The current pandemic seems to be speeding up the pace at which these and other technologies are proliferating. I believe that productivity growth has been heading toward a secular rebound during the post-pandemic Roaring 2020s. Even before the Great Virus Crisis (GVC), companies had been moving to incorporate into their businesses a host of state-of-the-art technologies in the areas of computing, telecommunications, robotics, artificial intelligence, 3-D manufacturing, the Internet of Things, among others. The GVC is accelerating that trend as companies rethink how to do business ever more efficiently in the post-pandemic era. See my September 2 article.
One major difference. The one major difference between the 1920s and the early 2020s (post the Nov. 3 election) is the political persuasion of the presidency. During the 1920s, the White House was occupied by two very conservative Republican presidents: Warren G. Harding (March 4, 1921–August 2, 1923) and Calvin Coolidge (August 2, 1923–March 4, 1929).
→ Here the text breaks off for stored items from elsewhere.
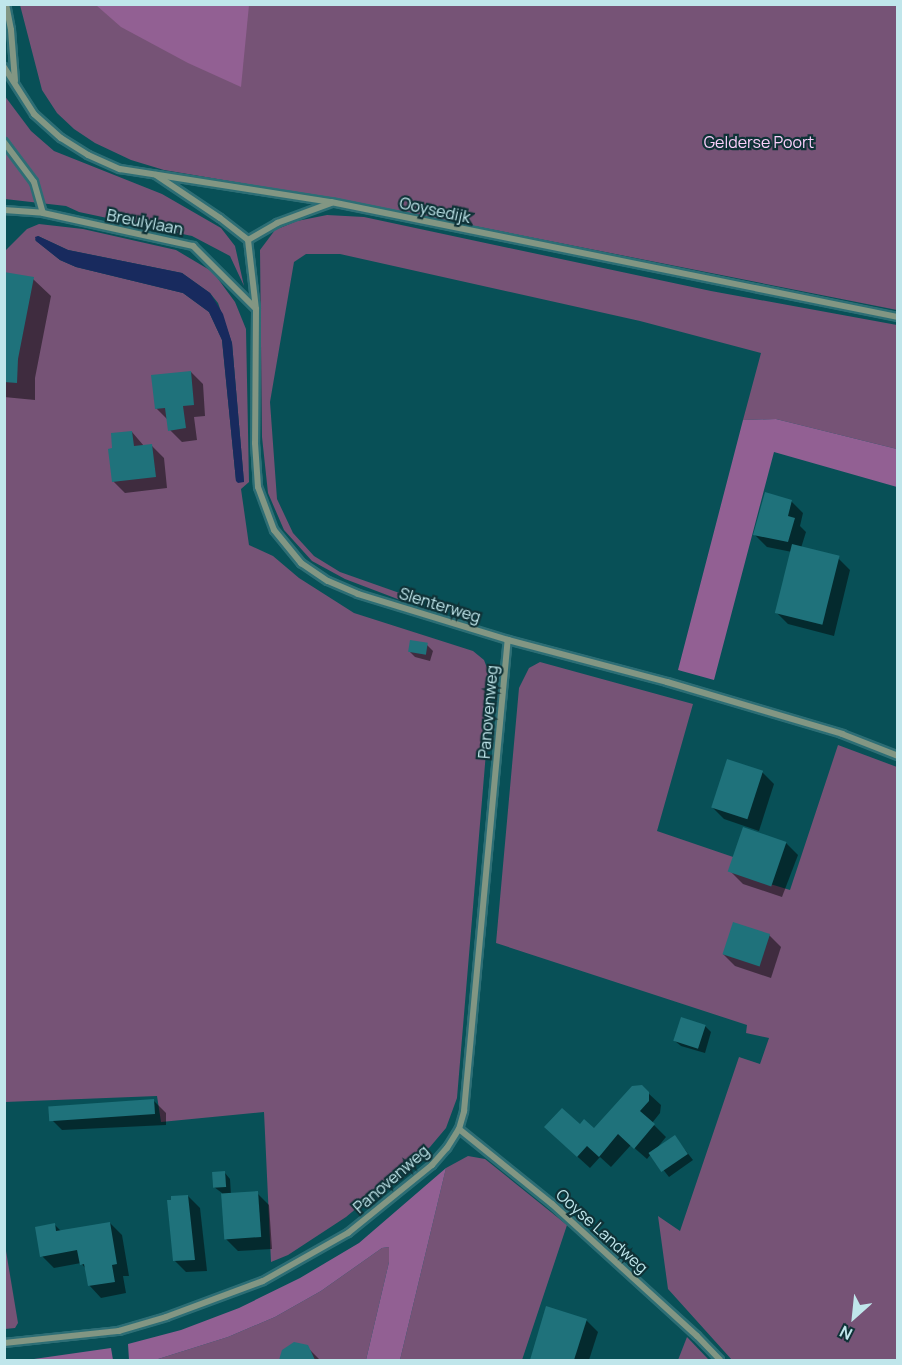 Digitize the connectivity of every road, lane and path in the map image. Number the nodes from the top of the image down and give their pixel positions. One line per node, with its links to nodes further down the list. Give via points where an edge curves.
1 (6, 4): 3 (street)
2 (4, 67): 3 (street, Ooysedijk)
3 (15, 83): 5 (street, Ooysedijk, via 34,114 61,138 120,169)
4 (4, 142): 8 (street, via 34,182)
5 (156, 175): 6 (street, Ooysedijk); 9 (street)
6 (331, 202): 9 (street, via 277,223); 11 (street, Ooysedijk)
7 (4, 210): 8 (street, Breulylaan)
8 (43, 213): 10 (street, Breulylaan, via 193,246)
9 (248, 240): 10 (street, Slenterweg)
10 (256, 309): 12 (street, Slenterweg, via 258,487 274,530 285,546 302,563 338,586)
11 (897, 317)
12 (508, 640): 13 (street, Slenterweg, via 842,734); 14 (street, Panovenweg, via 464,1111)
13 (897, 756)
14 (459, 1129): 15 (street, Panovenweg, via 432,1165 348,1233 263,1281 119,1331); 16 (street, Ooyse Landweg, via 552,1204)
15 (4, 1343)
16 (720, 1360) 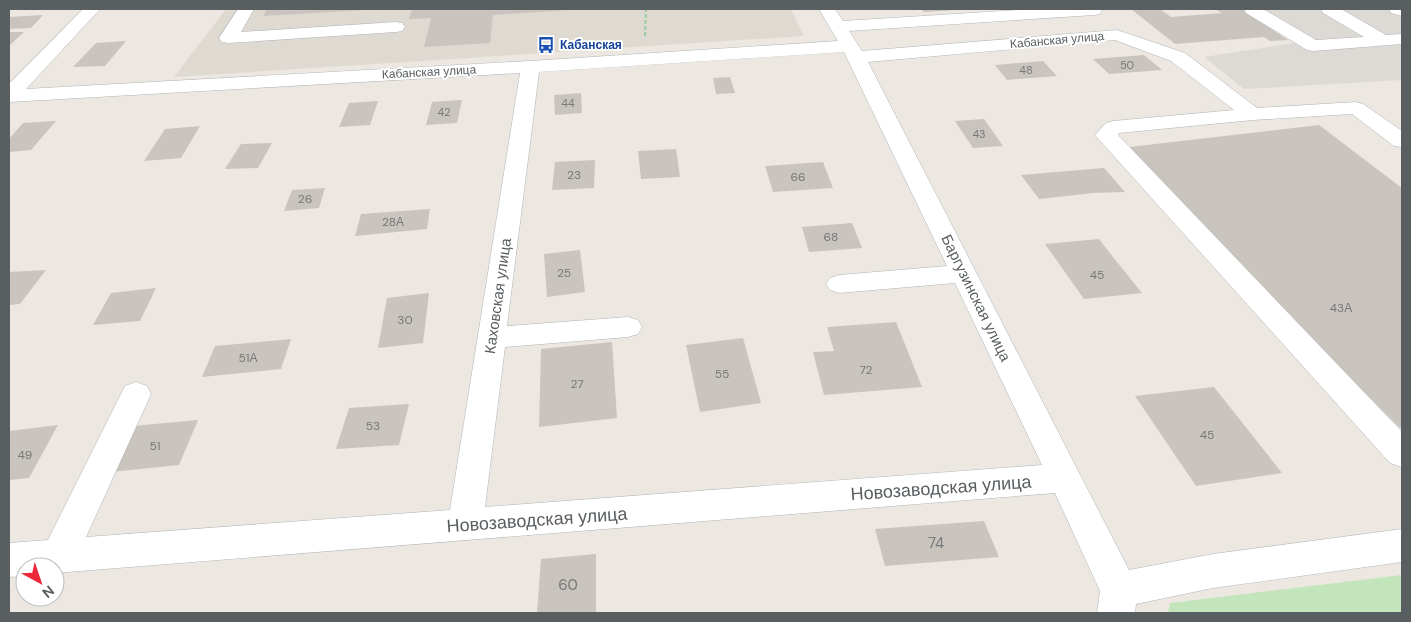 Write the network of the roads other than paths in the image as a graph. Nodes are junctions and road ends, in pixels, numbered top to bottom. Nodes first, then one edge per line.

Coolidge advocated smaller government and laissez-faire economics.
Andrew Mellon was secretary of the Treasury from Mar. 9, 1921 through Feb. 12, 1932. One of his achievements was the Revenue Act of 1926, which reduced the top marginal rate to 25%. In addition to cutting taxes on top earners, the act raised the personal exemption for federal income taxes, abolished the gift tax, reduced the estate tax rate, and repealed a provision that had required the public disclosure of federal income tax returns.
The incoming Biden administration has promised to raise numerous taxes including on corporations and on taxpayers earning more than $400,000 annually. I remind the incoming administration that trickle-down economics works both ways: Higher taxes on the rich and on corporations inevitably trickle down to everyone else.